Athena workgroups can be used to separate users, teams, applications, or workloads, to set limits on amount of data each query (or the entire workgroup) can scan, and to track costs. Because workgroups act as resources, you can use resource-level identity-based policies to control access to a specific workgroup. You can also view query-related metrics in Amazon CloudWatch, control costs by configuring limits on the amount of data scanned, create thresholds, and trigger actions, such as Amazon SNS, when these thresholds are breached.
Workgroups in Athena have the following characteristics:
Important: When you enforce workgroup-wide settings, all queries that run in this workgroup use workgroup settings.

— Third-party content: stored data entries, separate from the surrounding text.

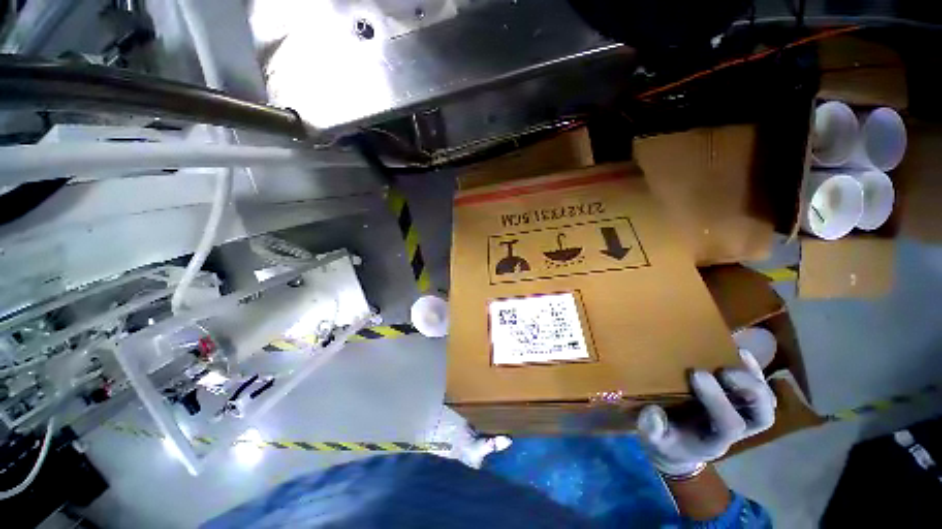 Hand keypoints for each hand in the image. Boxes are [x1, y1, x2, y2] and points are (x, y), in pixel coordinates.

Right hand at [637, 350, 776, 477]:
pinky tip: (741, 352)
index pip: (729, 424)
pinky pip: (757, 387)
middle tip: (723, 370)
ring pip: (765, 401)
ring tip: (737, 354)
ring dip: (755, 377)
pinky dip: (754, 370)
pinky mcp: (737, 401)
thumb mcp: (653, 440)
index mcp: (715, 440)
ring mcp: (740, 414)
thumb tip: (654, 412)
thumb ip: (652, 430)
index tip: (695, 374)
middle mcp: (736, 429)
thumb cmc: (666, 441)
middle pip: (762, 415)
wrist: (679, 445)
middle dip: (749, 390)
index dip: (718, 399) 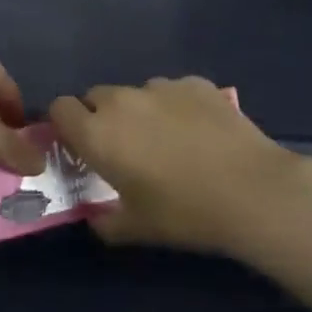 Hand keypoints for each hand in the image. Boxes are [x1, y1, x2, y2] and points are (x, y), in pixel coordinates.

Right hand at [48, 78, 311, 257]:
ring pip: (137, 93)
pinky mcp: (196, 83)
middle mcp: (123, 101)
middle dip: (102, 117)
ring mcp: (162, 87)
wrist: (251, 191)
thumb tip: (96, 218)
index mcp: (98, 134)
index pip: (60, 108)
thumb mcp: (136, 228)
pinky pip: (173, 91)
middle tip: (125, 148)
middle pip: (97, 96)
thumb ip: (104, 222)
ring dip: (140, 111)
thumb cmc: (184, 214)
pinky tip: (199, 132)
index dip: (66, 125)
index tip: (81, 146)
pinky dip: (176, 106)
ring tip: (168, 140) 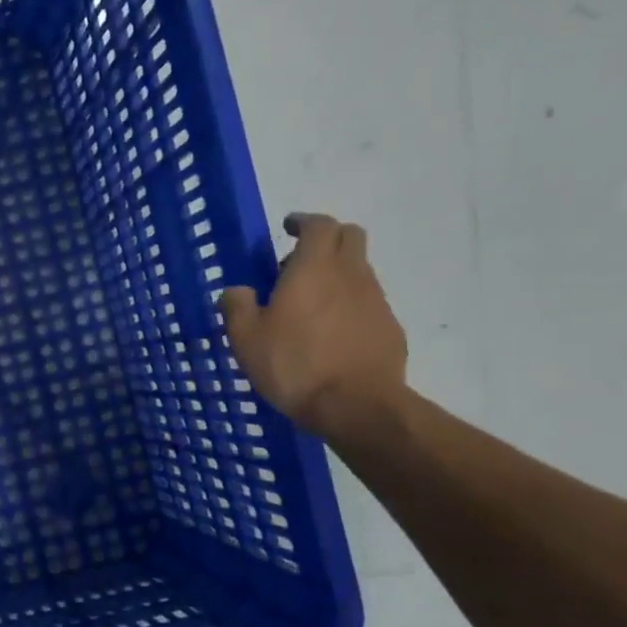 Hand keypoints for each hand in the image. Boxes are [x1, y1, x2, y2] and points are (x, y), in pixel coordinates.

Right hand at [219, 213, 408, 441]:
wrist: (356, 405)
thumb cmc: (294, 364)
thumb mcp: (246, 338)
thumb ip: (237, 306)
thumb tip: (238, 291)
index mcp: (314, 268)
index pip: (319, 224)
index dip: (303, 222)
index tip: (288, 228)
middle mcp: (350, 274)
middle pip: (349, 236)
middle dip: (326, 239)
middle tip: (297, 262)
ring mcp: (375, 300)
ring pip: (358, 270)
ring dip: (336, 274)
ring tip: (309, 305)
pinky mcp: (389, 327)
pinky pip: (367, 302)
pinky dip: (348, 304)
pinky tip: (330, 334) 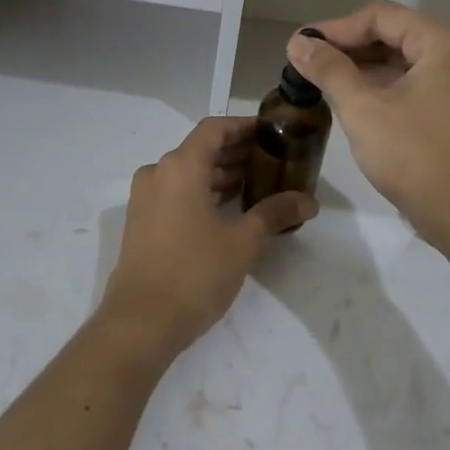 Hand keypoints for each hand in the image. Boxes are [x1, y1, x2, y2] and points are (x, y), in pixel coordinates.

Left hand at [98, 117, 318, 360]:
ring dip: (219, 174)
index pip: (214, 129)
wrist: (141, 322)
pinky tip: (228, 209)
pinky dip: (201, 192)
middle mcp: (158, 173)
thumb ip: (274, 214)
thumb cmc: (195, 274)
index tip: (271, 133)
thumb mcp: (243, 243)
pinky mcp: (141, 221)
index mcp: (180, 167)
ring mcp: (145, 198)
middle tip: (272, 162)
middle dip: (236, 153)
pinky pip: (175, 192)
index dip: (243, 127)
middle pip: (200, 149)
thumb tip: (308, 201)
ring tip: (256, 186)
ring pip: (187, 172)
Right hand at [286, 3, 449, 250]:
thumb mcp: (364, 110)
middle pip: (394, 35)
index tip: (301, 45)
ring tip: (319, 80)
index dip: (336, 28)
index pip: (381, 17)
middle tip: (305, 62)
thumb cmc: (415, 157)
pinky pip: (412, 84)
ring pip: (402, 62)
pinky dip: (380, 87)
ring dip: (361, 67)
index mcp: (444, 44)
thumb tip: (298, 44)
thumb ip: (329, 71)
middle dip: (347, 46)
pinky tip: (348, 99) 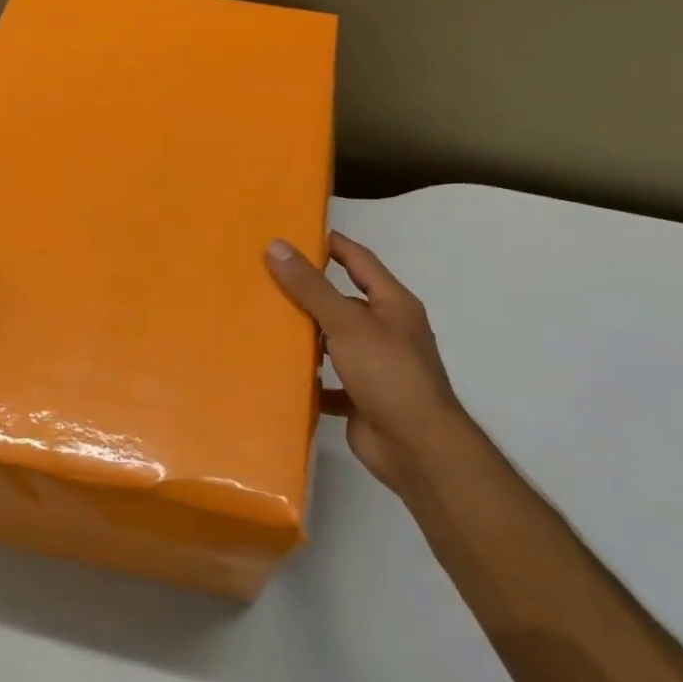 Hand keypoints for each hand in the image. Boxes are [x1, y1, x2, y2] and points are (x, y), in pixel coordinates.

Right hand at [266, 231, 466, 497]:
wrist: (416, 448)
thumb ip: (311, 286)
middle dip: (310, 292)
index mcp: (393, 304)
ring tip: (265, 323)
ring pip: (335, 342)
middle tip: (267, 278)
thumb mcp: (346, 322)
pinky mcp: (362, 398)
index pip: (361, 261)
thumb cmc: (388, 373)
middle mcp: (387, 330)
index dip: (334, 245)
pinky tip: (279, 373)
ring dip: (307, 336)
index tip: (299, 233)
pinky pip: (329, 381)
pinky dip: (309, 378)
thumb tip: (276, 245)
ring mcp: (376, 366)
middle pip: (344, 301) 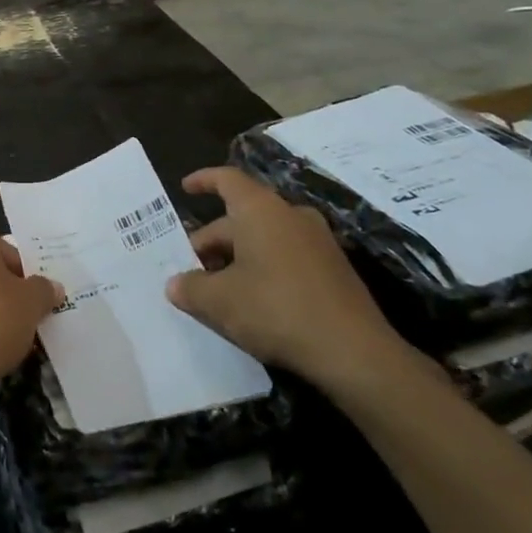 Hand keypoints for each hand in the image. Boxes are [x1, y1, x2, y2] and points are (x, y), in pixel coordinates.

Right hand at [166, 166, 410, 393]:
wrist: (356, 353)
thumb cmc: (276, 310)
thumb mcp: (219, 302)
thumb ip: (190, 288)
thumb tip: (175, 284)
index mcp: (260, 209)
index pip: (227, 179)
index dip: (203, 180)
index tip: (185, 188)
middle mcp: (290, 214)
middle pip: (242, 215)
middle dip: (213, 238)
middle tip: (192, 266)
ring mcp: (318, 240)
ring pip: (265, 236)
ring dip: (238, 255)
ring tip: (217, 286)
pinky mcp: (335, 268)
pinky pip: (287, 255)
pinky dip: (264, 267)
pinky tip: (253, 300) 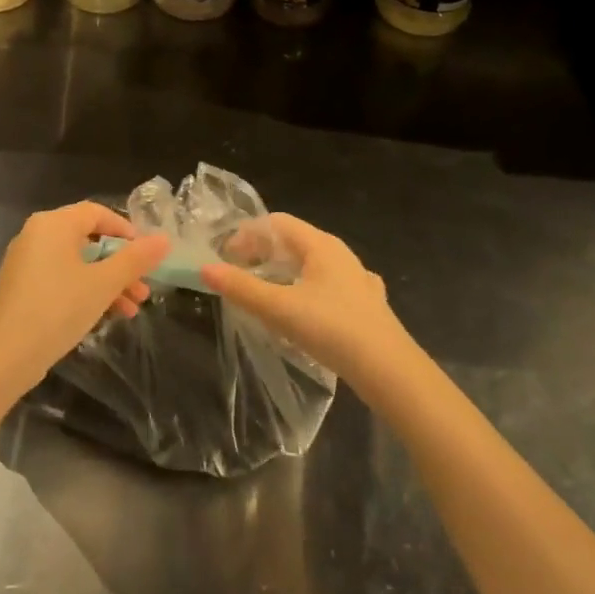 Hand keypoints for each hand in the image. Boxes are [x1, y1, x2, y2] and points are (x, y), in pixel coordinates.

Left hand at [0, 202, 169, 396]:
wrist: (4, 356)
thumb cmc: (58, 309)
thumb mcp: (103, 284)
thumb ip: (135, 260)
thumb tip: (164, 239)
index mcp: (54, 224)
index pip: (97, 213)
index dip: (126, 230)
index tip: (146, 255)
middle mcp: (36, 235)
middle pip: (88, 240)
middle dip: (120, 265)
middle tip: (143, 290)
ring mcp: (25, 262)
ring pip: (76, 263)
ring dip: (107, 283)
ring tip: (131, 311)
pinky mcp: (21, 288)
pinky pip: (60, 279)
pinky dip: (84, 291)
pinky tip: (104, 317)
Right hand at [200, 213, 413, 390]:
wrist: (389, 370)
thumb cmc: (331, 329)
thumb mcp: (278, 308)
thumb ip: (241, 288)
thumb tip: (205, 267)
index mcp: (320, 245)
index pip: (276, 223)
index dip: (247, 234)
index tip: (226, 258)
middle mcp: (341, 254)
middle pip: (294, 242)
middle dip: (263, 253)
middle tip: (239, 275)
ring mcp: (358, 279)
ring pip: (313, 265)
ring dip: (286, 273)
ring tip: (267, 294)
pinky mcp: (367, 305)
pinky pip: (330, 287)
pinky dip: (309, 291)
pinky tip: (306, 313)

This happens even if their client-side settings may differ from workgroup settings, and is useful for enforcing governance policies around encryption and for controlling the S3 location for where query results are written. For information, see Workgroup Settings Override Client-Side Settings
Navigate in the AWS Management Console to the Athena service. You should still be logged in to the management console as lf-admin
Click on “Workgroup: primary” in the top menu, then click “Create workgroup”
For Workgroup name, enter a unique name such as Business-Analyst
For Query result location, provide the S3 location where you want the results of queries run in this workgroup stored. Click on the blue Select button and navigate to aws-athena-query-results-… and then to the LF-BusinessAnalyst-Query and click Select. Note that this path will not exist if you did not run any Athena queries as the lf-business-analyst user in Lab 1. In that case select an alternate location.
Check the “Publish query metrics to AWS CloudWatch” and “Override client side settings” checkboxes. Then click Create workgroup. By overriding the client-side settings, we force all queries that are run in this workgroup to use the encryption and S3 query result location we have specified for the workgroup, which can be important from a compliance perspective.
You should now see your new workgroup listed- select the workgroup and click “View Details”
The Details tab of the new workgroup should show the values we entered earlier. Now we can click the “Data usage controls” tab and specify “Data limits” as 10 MB, which is the minimum for a workgroup. Click Update and then click Workgroup: primary along the top menu bar to go back to the workgroup summary page. This setting will cause any queries that scan more than 10mb of data to be cancelled.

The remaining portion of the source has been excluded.